Each entry should be duplicated verbatim; its pictures should not be.
====== Source information
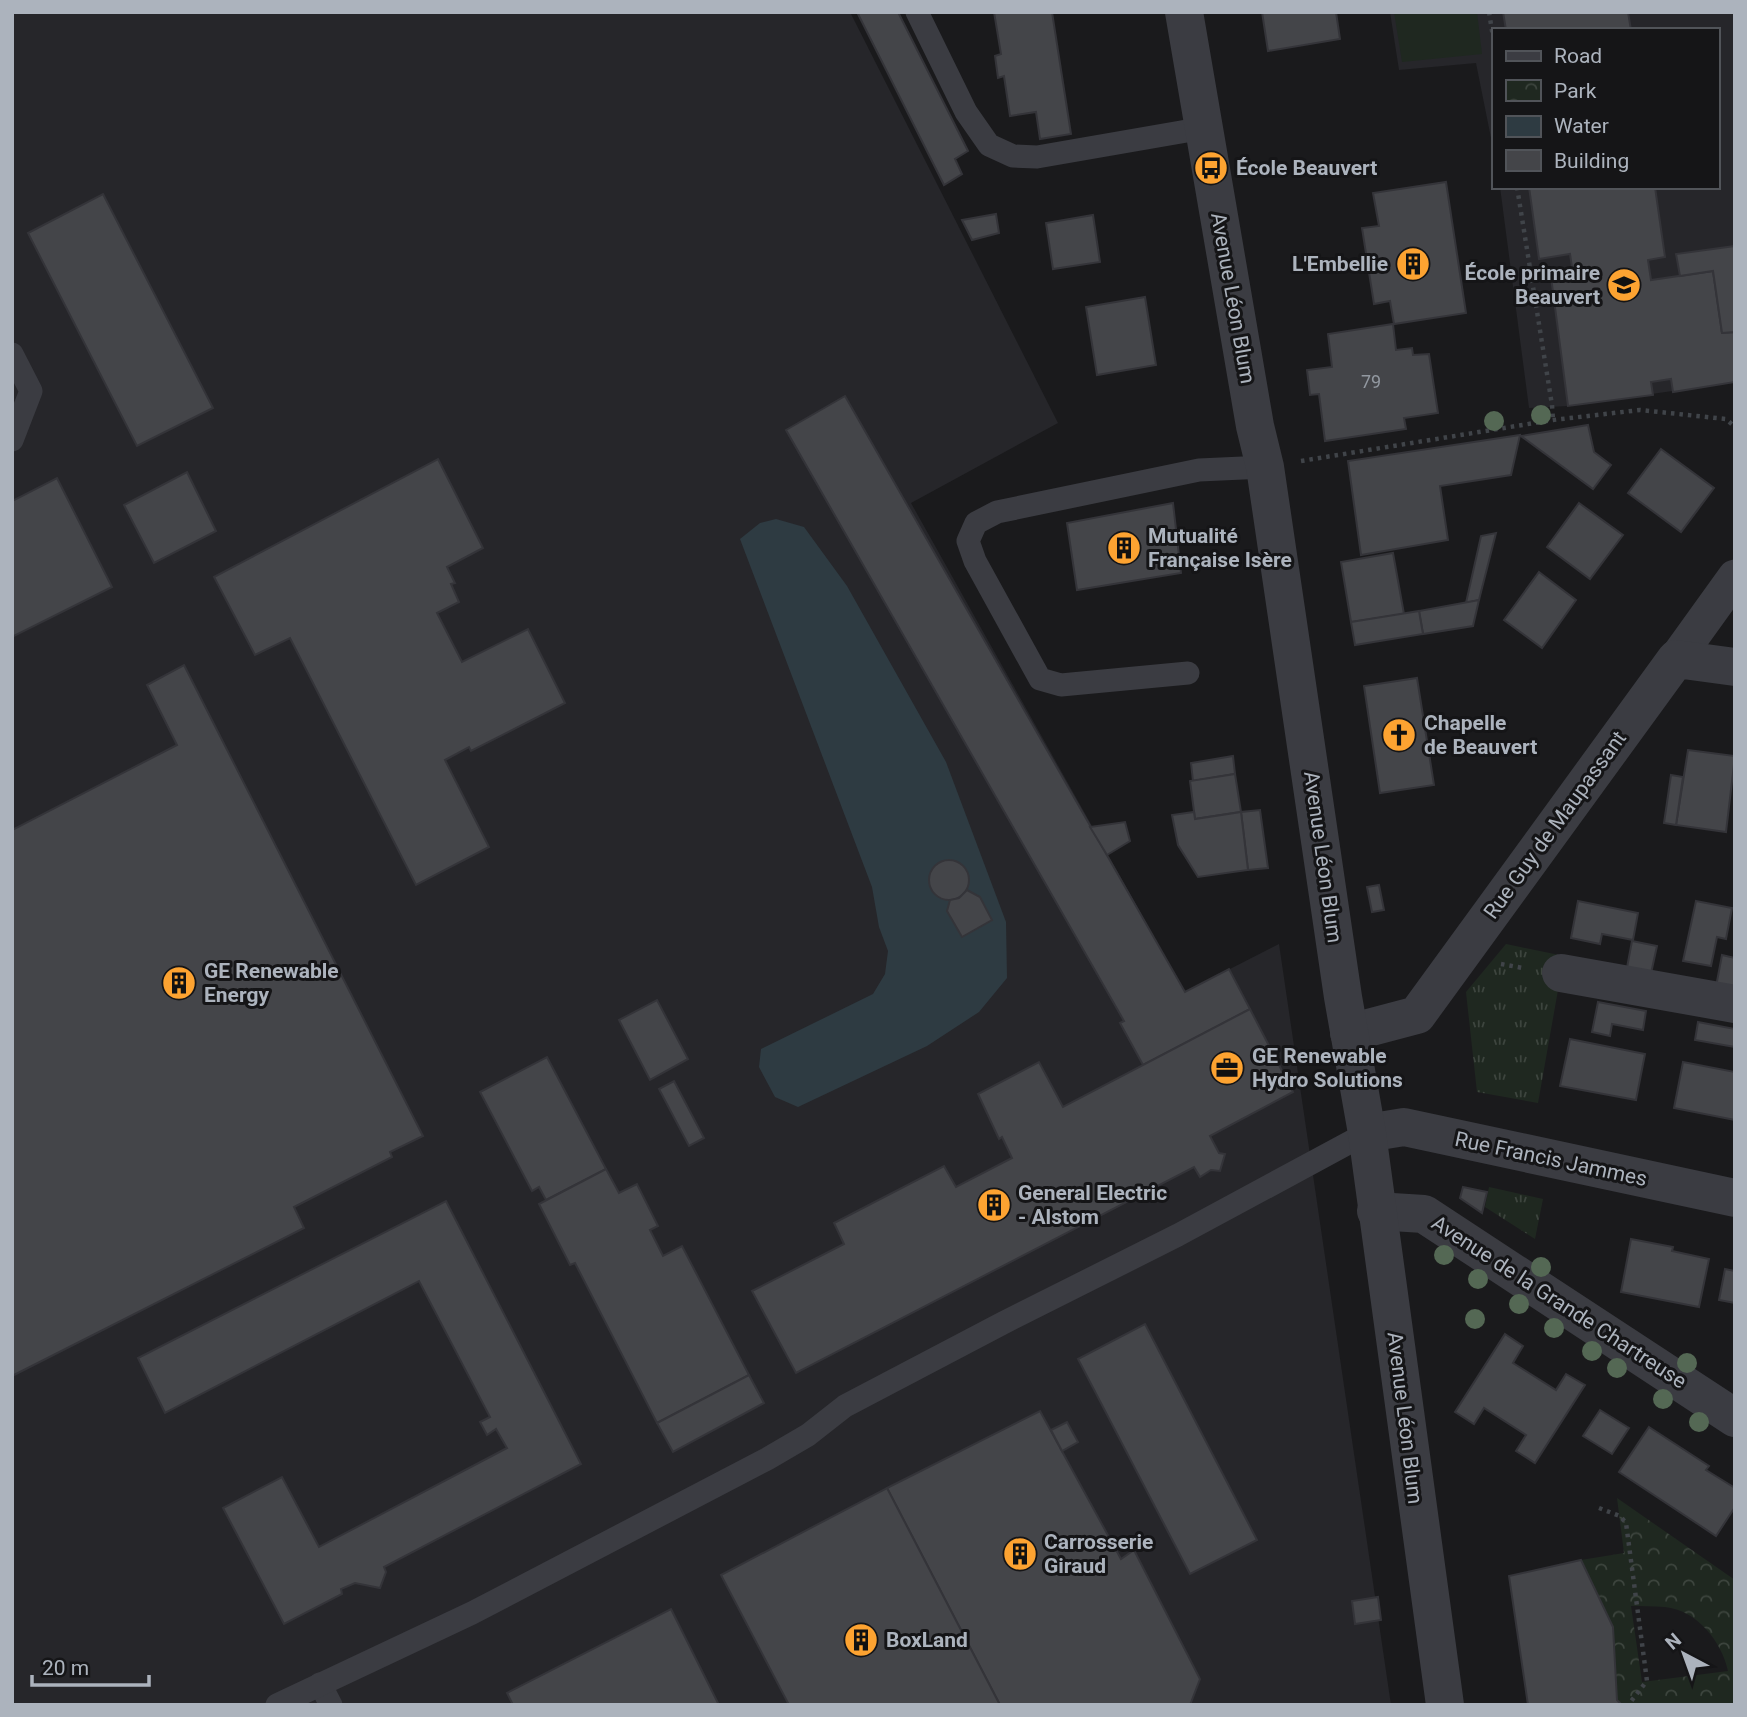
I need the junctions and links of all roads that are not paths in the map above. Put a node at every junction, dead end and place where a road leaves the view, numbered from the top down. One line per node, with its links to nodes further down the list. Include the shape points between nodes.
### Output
1 (917, 12): 3 (lane, via 966,112 989,145 1013,156 1037,157)
2 (1184, 12): 3 (street, Avenue Léon Blum)
3 (1204, 128): 6 (street, Avenue Léon Blum)
4 (12, 354): 5 (lane, via 31,391)
5 (12, 440)
6 (1265, 467): 10 (lane, via 1199,470 997,513 976,523 968,541 1040,680 1062,685); 13 (street, Avenue Léon Blum)
7 (1735, 578): 8 (street, Rue Guy de Maupassant)
8 (1676, 659): 9 (street); 13 (street, Rue Guy de Maupassant, via 1417,1015)
9 (1735, 667)
10 (1188, 673)
11 (1561, 974): 12 (street)
12 (1735, 1004)
13 (1349, 1033): 14 (street, Avenue Léon Blum)
14 (1367, 1133): 15 (street, Rue Francis Jammes, via 1404,1127); 16 (street, Avenue Léon Blum); 18 (lane, via 845,1406 767,1459 472,1613)
15 (1735, 1198)
16 (1376, 1212): 17 (street, Avenue de la Grande Chartreuse, via 1424,1214); 21 (street, Avenue Léon Blum)
17 (1735, 1418)
18 (320, 1684): 19 (lane); 20 (lane)
19 (277, 1705)
20 (331, 1705)
21 (1445, 1705)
============
Answer to the problem:
I need the junctions and links of all roads that are not paths in the map above. Put a node at every junction, dead end and place where a road leaves the view, numbered from the top down. One line per node, with its links to nodes further down the list. Include the shape points between nodes.
### Output
1 (917, 12): 3 (lane, via 966,112 989,145 1013,156 1037,157)
2 (1184, 12): 3 (street, Avenue Léon Blum)
3 (1204, 128): 6 (street, Avenue Léon Blum)
4 (12, 354): 5 (lane, via 31,391)
5 (12, 440)
6 (1265, 467): 10 (lane, via 1199,470 997,513 976,523 968,541 1040,680 1062,685); 13 (street, Avenue Léon Blum)
7 (1735, 578): 8 (street, Rue Guy de Maupassant)
8 (1676, 659): 9 (street); 13 (street, Rue Guy de Maupassant, via 1417,1015)
9 (1735, 667)
10 (1188, 673)
11 (1561, 974): 12 (street)
12 (1735, 1004)
13 (1349, 1033): 14 (street, Avenue Léon Blum)
14 (1367, 1133): 15 (street, Rue Francis Jammes, via 1404,1127); 16 (street, Avenue Léon Blum); 18 (lane, via 845,1406 767,1459 472,1613)
15 (1735, 1198)
16 (1376, 1212): 17 (street, Avenue de la Grande Chartreuse, via 1424,1214); 21 (street, Avenue Léon Blum)
17 (1735, 1418)
18 (320, 1684): 19 (lane); 20 (lane)
19 (277, 1705)
20 (331, 1705)
21 (1445, 1705)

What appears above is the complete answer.